• [Assignment]
When you output the entries, begin with the first line and end with the line containing "0 #9d9ca0) drop-shadow(-2px", keeping each line exactly as it is.

Saved data entries:

----

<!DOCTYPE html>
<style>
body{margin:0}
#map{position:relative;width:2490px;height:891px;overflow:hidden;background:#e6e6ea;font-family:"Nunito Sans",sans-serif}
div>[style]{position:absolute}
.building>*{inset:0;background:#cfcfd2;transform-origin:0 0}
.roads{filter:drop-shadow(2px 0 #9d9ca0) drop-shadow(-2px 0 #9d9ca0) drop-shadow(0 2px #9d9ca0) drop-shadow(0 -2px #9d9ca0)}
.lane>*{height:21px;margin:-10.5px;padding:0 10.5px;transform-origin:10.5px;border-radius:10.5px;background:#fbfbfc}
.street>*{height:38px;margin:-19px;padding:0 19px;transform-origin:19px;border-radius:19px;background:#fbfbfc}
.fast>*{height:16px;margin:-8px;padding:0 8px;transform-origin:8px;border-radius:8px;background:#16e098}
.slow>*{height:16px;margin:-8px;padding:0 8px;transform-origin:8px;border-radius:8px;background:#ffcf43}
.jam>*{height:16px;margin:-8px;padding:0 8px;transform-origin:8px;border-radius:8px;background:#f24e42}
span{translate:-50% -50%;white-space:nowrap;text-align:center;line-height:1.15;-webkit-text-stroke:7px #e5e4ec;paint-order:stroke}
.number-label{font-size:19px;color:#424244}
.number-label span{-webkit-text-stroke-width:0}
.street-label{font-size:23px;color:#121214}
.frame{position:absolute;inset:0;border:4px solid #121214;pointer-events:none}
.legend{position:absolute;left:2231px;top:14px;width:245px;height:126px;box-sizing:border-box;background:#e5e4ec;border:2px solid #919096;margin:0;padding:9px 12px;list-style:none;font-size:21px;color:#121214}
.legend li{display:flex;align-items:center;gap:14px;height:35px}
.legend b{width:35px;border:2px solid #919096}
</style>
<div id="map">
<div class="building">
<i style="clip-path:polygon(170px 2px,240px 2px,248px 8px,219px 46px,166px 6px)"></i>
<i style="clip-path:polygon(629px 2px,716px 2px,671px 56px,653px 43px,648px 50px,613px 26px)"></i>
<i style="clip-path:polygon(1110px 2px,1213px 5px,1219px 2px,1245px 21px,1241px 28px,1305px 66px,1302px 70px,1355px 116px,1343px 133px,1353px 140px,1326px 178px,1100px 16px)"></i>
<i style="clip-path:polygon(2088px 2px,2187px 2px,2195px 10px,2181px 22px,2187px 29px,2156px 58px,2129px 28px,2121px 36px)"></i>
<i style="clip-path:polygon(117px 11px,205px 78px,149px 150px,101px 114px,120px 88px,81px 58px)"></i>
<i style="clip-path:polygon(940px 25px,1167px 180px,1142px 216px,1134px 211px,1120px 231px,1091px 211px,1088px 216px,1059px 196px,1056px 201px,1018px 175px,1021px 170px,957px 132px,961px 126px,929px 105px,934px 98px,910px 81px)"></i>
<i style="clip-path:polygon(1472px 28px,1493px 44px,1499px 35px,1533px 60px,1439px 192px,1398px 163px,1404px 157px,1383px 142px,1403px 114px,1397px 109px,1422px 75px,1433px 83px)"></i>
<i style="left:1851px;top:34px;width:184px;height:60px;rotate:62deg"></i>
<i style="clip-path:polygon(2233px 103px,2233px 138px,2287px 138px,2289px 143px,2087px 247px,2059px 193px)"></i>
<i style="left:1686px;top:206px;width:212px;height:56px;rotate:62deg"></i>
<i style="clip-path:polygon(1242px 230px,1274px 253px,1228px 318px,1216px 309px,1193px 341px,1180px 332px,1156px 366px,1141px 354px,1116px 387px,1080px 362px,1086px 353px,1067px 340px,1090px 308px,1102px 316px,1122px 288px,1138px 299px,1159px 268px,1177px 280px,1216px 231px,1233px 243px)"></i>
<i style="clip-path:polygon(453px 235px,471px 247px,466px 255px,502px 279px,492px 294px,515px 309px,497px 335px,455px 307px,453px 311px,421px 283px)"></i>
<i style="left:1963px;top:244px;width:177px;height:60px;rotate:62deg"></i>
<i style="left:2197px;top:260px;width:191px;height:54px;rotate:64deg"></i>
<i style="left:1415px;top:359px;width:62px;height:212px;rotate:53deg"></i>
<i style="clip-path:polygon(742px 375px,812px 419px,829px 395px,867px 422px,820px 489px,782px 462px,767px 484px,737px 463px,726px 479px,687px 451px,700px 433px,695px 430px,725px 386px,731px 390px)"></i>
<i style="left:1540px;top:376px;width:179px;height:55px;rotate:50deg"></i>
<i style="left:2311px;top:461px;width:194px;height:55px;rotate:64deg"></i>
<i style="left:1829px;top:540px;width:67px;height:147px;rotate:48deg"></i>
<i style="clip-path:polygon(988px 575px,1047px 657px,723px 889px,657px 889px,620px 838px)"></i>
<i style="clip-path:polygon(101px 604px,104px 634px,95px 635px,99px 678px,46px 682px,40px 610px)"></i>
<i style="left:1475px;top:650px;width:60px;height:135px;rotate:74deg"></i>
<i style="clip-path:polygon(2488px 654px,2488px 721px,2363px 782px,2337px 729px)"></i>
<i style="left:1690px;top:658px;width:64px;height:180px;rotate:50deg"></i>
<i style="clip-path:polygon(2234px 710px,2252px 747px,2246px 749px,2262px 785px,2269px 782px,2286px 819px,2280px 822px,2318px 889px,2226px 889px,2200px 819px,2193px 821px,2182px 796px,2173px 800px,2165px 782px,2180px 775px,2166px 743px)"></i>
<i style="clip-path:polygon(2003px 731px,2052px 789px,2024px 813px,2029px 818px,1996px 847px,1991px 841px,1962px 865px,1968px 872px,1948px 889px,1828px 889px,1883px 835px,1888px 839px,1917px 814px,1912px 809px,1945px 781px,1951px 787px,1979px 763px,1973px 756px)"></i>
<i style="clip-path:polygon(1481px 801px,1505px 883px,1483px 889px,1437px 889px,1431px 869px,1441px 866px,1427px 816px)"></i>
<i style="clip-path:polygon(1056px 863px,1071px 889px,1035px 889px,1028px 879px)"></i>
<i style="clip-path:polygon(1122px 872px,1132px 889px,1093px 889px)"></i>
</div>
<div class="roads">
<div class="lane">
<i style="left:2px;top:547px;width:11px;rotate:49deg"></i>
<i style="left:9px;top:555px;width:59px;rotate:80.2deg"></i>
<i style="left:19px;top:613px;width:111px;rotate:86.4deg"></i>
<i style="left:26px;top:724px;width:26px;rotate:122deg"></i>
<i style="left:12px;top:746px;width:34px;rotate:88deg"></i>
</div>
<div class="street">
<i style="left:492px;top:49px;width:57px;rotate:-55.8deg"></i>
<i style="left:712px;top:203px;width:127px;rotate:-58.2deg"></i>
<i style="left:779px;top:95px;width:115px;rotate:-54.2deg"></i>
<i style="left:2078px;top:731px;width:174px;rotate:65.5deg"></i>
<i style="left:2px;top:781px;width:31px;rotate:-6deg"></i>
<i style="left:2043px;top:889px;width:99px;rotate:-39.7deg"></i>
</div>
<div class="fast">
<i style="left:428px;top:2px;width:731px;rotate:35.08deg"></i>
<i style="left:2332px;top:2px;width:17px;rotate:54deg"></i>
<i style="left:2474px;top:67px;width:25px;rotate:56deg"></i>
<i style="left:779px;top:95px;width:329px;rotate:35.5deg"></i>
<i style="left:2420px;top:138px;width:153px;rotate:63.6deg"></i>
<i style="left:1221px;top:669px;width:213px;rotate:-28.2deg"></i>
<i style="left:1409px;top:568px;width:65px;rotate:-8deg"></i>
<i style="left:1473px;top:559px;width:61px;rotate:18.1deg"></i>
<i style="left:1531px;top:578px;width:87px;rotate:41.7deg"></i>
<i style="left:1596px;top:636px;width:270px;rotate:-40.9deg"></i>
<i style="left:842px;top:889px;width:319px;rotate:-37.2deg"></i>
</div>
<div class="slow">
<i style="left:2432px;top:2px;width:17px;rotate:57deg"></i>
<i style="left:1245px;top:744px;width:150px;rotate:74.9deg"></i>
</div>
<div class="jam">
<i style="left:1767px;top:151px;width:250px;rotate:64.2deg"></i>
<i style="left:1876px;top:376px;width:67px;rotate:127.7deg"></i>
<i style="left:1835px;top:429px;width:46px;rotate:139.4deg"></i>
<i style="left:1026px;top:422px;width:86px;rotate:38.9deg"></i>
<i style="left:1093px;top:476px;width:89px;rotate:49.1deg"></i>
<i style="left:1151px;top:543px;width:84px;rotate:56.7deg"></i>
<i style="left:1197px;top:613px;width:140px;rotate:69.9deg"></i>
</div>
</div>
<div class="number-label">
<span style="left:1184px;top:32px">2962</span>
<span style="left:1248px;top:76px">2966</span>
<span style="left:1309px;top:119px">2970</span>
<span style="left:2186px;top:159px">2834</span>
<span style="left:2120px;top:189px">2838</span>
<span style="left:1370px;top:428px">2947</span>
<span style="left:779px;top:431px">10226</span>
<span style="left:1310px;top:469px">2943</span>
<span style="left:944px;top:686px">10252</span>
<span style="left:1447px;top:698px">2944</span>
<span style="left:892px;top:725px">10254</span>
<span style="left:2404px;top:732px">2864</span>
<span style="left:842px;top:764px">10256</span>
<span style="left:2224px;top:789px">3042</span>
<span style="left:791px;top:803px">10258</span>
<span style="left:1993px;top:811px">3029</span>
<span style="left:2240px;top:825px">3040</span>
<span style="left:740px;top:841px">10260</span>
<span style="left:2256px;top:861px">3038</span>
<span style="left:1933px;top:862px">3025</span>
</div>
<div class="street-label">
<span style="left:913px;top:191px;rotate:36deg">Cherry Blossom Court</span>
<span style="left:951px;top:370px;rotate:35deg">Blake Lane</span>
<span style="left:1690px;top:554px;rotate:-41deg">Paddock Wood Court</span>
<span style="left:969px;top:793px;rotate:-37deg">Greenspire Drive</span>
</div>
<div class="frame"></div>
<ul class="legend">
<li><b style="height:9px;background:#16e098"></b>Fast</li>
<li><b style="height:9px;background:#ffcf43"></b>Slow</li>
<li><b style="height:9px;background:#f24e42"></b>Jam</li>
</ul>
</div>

----

• [Solution to this problem]
<!DOCTYPE html>
<style>
body{margin:0}
#map{position:relative;width:2490px;height:891px;overflow:hidden;background:#e6e6ea;font-family:"Nunito Sans",sans-serif}
div>[style]{position:absolute}
.building>*{inset:0;background:#cfcfd2;transform-origin:0 0}
.roads{filter:drop-shadow(2px 0 #9d9ca0) drop-shadow(-2px 0 #9d9ca0) drop-shadow(0 2px #9d9ca0) drop-shadow(0 -2px #9d9ca0)}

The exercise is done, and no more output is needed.